Records provided =>
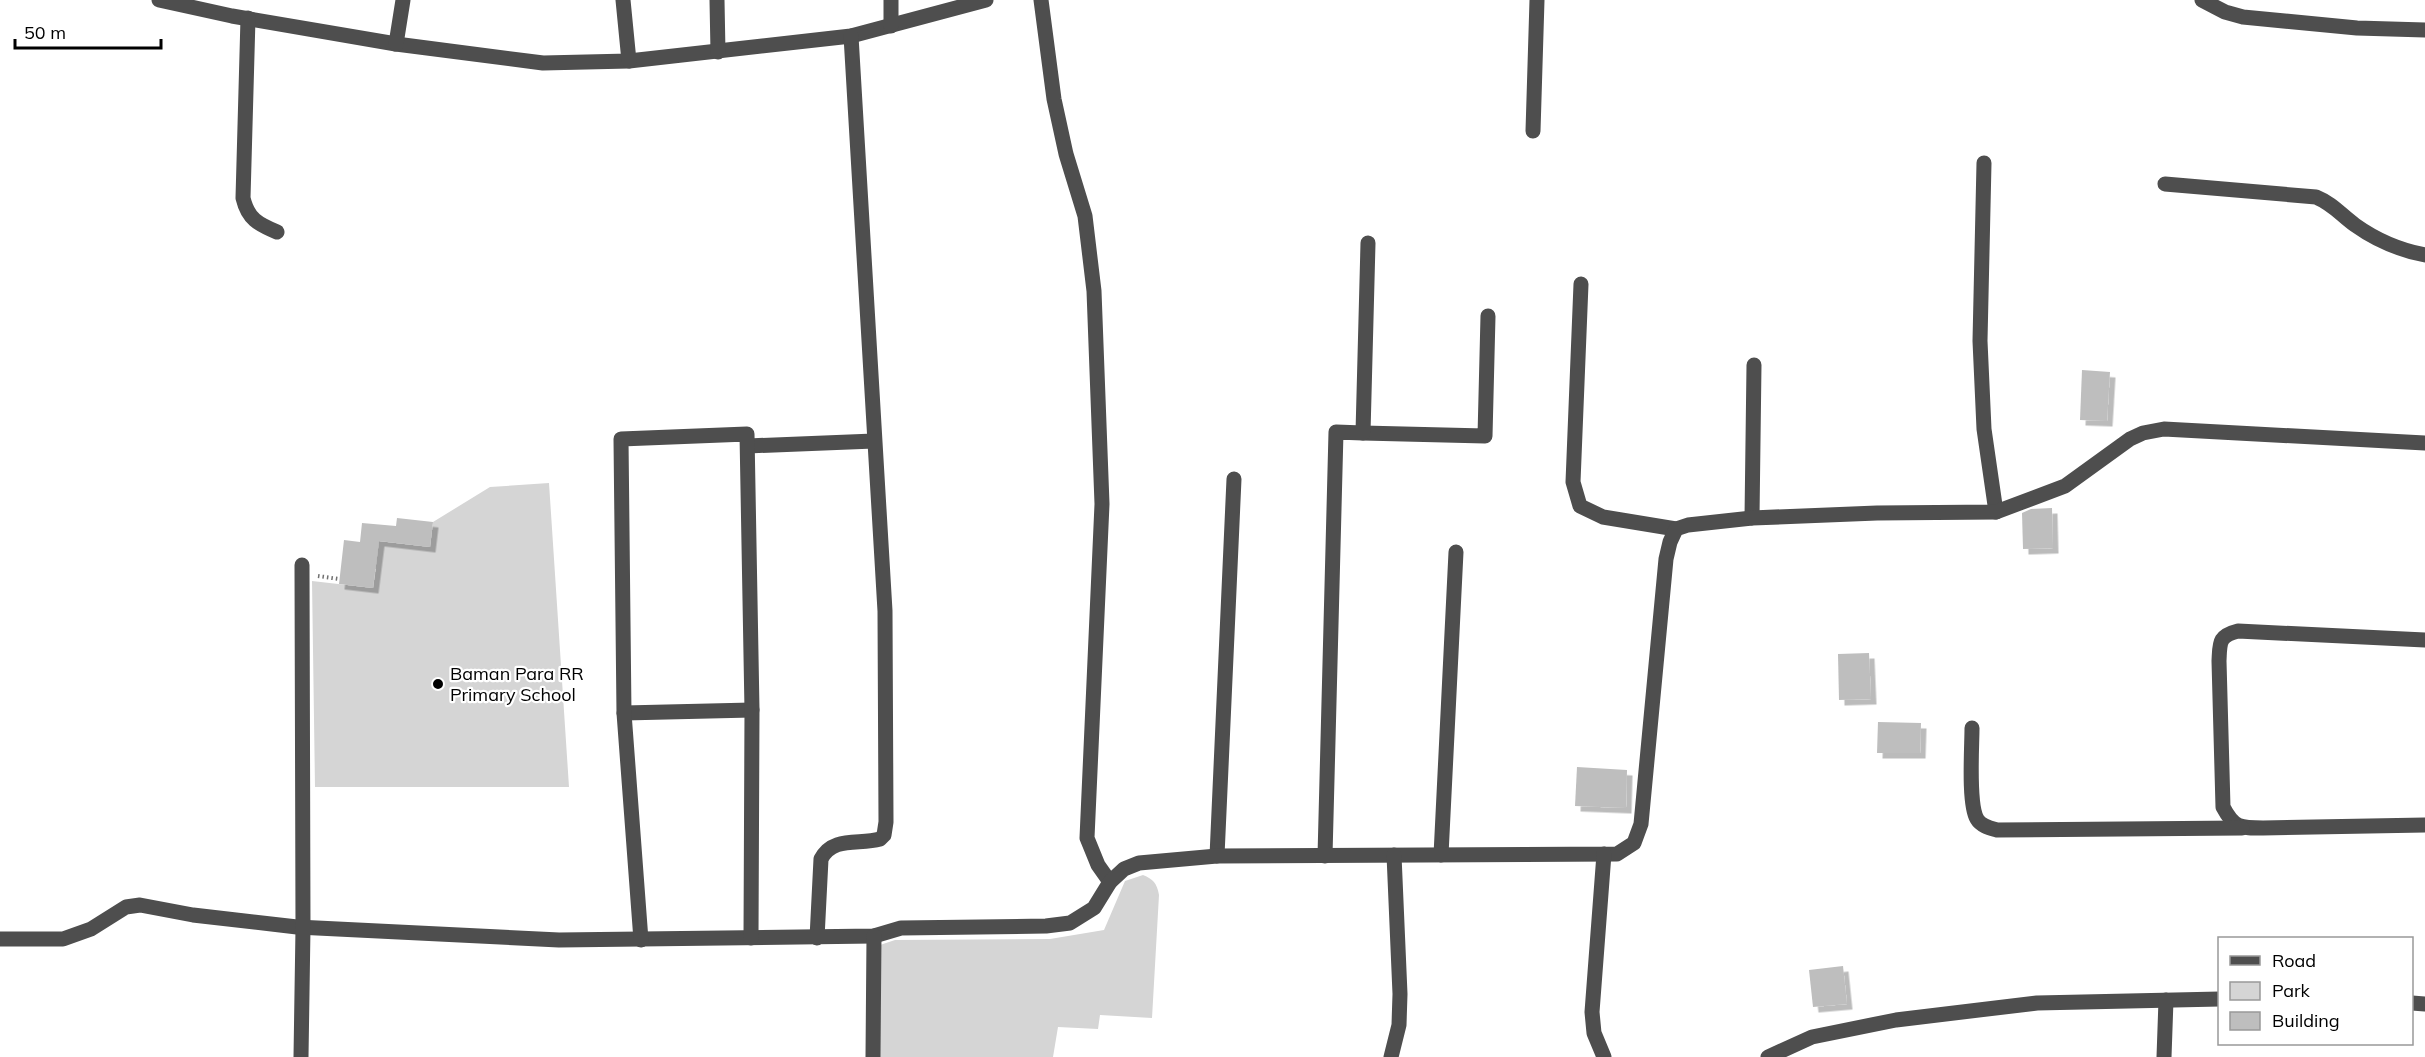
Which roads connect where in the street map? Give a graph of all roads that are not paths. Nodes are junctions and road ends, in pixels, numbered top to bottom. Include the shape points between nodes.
1 (159, 0) edge
2 (403, 0) edge
3 (623, 0) edge
4 (717, 0) edge
5 (891, 0) edge
6 (986, 0) edge
7 (1041, 0) edge
8 (1537, 0) edge
9 (2202, 0) edge
10 (248, 18) junction
11 (891, 26) junction
12 (2425, 30) edge
13 (851, 36) junction
14 (396, 44) junction
15 (718, 52) junction
16 (629, 61) junction
17 (1533, 130) dead end
18 (1984, 163) dead end
19 (2165, 184) dead end
20 (277, 232) dead end
21 (1368, 243) dead end
22 (2425, 255) edge
23 (1581, 284) dead end
24 (1488, 316) dead end
25 (1754, 365) dead end
26 (1363, 433) junction
27 (873, 441) junction
28 (2425, 442) edge
29 (748, 446) junction
30 (1234, 479) dead end
31 (1996, 512) junction
32 (1752, 518) junction
33 (1676, 529) junction
34 (1456, 552) dead end
35 (302, 565) dead end
36 (2425, 640) edge
37 (752, 710) junction
38 (624, 713) junction
39 (1972, 728) dead end
40 (2425, 825) edge
41 (2242, 828) junction
42 (1604, 854) junction
43 (1394, 855) junction
44 (1441, 855) junction
45 (1217, 856) junction
46 (1325, 856) junction
47 (1110, 882) junction
48 (303, 928) junction
49 (874, 936) junction
50 (751, 938) junction
51 (817, 938) junction
52 (0, 939) edge
53 (640, 940) junction
54 (2218, 999) edge
55 (2166, 1000) junction
56 (301, 1057) edge
57 (873, 1057) edge
58 (1391, 1057) edge
59 (1604, 1057) edge
60 (1768, 1057) edge
61 (2164, 1057) edge

1 - 10 street
2 - 14 street
3 - 16 street
4 - 15 street
5 - 11 street
6 - 11 street
7 - 47 street via 1054,99 1085,216 1094,291 1102,504 1087,838
8 - 17 street
9 - 12 street via 2243,17
10 - 14 street
10 - 20 street via 243,198 255,223
11 - 13 street
13 - 15 street
13 - 27 street
14 - 16 street via 543,63
15 - 16 street
18 - 31 street via 1980,341 1984,429
19 - 22 street via 2316,197 2332,204 2375,238
21 - 26 street
23 - 33 street via 1573,482 1580,506 1603,517
24 - 26 street via 1485,436
25 - 32 street
26 - 46 street via 1336,432
27 - 29 street
27 - 51 street via 885,611 886,822 880,839 838,844 824,853
28 - 31 street via 2164,429 2130,439 2065,486
29 - 37 street
29 - 38 street via 747,434 621,439
30 - 45 street
31 - 32 street
32 - 33 street
33 - 42 street via 1666,559 1641,824 1628,849
34 - 44 street
35 - 48 street
36 - 41 street via 2238,631 2226,634 2221,641 2219,661 2223,807 2230,821
37 - 38 street
37 - 50 street
38 - 53 street
39 - 41 street via 1973,806 1977,819 1986,827
40 - 41 street
42 - 44 street
42 - 59 street via 1592,1012 1594,1033
43 - 44 street
43 - 46 street
43 - 58 street via 1400,994 1399,1026
45 - 46 street
45 - 47 street via 1130,865
47 - 49 street via 1094,908 1070,923 901,928
48 - 52 street via 140,905 126,907 91,929 63,939
48 - 53 street
48 - 56 street
49 - 51 street
49 - 57 street
50 - 51 street
50 - 53 street
54 - 55 street
55 - 60 street via 2037,1003 1896,1020 1812,1037
55 - 61 street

Prompt =>
Look over the records above, and wherever a line contains the string "dead", copy that line.

Result of this task =>
17 (1533, 130) dead end
18 (1984, 163) dead end
19 (2165, 184) dead end
20 (277, 232) dead end
21 (1368, 243) dead end
23 (1581, 284) dead end
24 (1488, 316) dead end
25 (1754, 365) dead end
30 (1234, 479) dead end
34 (1456, 552) dead end
35 (302, 565) dead end
39 (1972, 728) dead end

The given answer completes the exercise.